All that should be output is the block of lines below from the line with "index dip: (1085, 906)" to the line with "ring pip: (1130, 938)", both included, exactly as written.

**Data to process:**
-*-

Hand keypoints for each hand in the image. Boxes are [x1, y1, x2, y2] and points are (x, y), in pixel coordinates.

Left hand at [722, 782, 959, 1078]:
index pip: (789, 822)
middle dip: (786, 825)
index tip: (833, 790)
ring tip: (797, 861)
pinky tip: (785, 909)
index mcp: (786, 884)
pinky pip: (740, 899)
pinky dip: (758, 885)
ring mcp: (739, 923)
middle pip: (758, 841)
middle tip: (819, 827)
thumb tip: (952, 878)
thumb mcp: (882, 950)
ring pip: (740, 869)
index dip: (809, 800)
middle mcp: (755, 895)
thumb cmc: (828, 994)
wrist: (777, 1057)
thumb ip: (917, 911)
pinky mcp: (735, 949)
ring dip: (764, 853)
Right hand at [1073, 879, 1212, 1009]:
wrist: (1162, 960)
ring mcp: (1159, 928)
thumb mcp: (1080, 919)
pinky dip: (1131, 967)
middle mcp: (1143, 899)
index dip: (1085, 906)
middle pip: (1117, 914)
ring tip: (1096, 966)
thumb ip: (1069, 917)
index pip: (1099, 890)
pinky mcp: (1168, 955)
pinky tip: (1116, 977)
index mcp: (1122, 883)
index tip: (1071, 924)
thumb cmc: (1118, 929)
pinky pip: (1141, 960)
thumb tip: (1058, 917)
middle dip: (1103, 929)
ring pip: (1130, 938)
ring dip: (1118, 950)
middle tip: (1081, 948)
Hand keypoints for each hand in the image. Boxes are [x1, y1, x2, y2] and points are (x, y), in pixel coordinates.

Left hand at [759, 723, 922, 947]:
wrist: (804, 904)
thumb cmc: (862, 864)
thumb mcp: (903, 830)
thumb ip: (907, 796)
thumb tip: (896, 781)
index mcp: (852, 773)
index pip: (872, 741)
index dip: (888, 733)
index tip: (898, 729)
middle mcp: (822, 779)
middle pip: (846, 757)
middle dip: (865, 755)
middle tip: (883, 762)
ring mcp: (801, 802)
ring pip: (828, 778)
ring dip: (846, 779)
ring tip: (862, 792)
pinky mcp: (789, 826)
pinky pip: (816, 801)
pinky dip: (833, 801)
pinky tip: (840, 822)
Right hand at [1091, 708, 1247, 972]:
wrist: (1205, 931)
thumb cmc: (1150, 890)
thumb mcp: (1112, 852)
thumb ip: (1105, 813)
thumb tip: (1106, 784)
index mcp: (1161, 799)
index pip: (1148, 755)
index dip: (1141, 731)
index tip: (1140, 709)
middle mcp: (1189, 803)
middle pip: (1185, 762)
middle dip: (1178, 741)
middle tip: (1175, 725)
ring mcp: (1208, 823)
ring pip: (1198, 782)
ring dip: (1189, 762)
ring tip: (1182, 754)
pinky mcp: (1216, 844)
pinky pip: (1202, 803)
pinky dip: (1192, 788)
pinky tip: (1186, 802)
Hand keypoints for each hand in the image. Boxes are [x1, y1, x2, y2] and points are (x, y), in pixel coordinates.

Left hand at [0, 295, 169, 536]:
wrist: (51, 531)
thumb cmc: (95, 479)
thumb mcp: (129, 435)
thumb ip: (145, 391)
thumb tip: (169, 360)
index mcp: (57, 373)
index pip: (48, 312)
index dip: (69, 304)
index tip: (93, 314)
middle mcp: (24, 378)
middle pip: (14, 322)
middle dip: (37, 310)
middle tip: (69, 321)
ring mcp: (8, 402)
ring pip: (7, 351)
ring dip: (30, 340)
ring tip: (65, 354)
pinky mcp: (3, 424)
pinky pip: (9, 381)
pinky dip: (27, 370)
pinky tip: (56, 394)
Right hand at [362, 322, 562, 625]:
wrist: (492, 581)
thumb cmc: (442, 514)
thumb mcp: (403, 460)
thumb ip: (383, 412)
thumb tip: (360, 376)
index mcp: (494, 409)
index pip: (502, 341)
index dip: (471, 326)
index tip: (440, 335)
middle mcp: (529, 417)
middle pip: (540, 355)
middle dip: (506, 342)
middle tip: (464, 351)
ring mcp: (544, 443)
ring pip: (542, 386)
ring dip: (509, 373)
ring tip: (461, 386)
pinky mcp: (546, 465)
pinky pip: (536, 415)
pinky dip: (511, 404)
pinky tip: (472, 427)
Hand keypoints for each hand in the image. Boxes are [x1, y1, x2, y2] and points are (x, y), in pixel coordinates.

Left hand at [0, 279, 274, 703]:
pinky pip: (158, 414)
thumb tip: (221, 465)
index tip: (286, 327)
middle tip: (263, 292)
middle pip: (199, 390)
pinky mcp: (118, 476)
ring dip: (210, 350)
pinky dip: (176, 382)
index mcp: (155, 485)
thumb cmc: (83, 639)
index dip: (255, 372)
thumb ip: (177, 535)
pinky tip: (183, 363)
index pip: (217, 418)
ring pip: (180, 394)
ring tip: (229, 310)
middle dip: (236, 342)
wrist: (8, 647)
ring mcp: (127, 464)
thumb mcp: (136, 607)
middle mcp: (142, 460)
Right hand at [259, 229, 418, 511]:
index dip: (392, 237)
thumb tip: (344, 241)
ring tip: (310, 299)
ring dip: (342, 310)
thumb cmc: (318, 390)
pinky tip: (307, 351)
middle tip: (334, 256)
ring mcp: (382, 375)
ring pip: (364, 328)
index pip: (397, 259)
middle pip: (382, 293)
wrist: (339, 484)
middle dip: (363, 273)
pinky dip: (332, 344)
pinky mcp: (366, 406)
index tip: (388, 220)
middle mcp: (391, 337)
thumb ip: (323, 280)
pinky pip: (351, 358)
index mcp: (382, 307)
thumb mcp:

-*-

**Result of this task:**
index dip: (1085, 906)
middle pip: (1117, 914)
ring tip: (1096, 966)
thumb ip: (1069, 917)
index pip: (1099, 890)
pinky mcp: (1168, 955)
pinky tip: (1116, 977)
index mcp: (1122, 883)
index tip: (1071, 924)
thumb cmc: (1118, 929)
pinky pip: (1141, 960)
thumb tip: (1058, 917)
middle dip: (1103, 929)
ring pip: (1130, 938)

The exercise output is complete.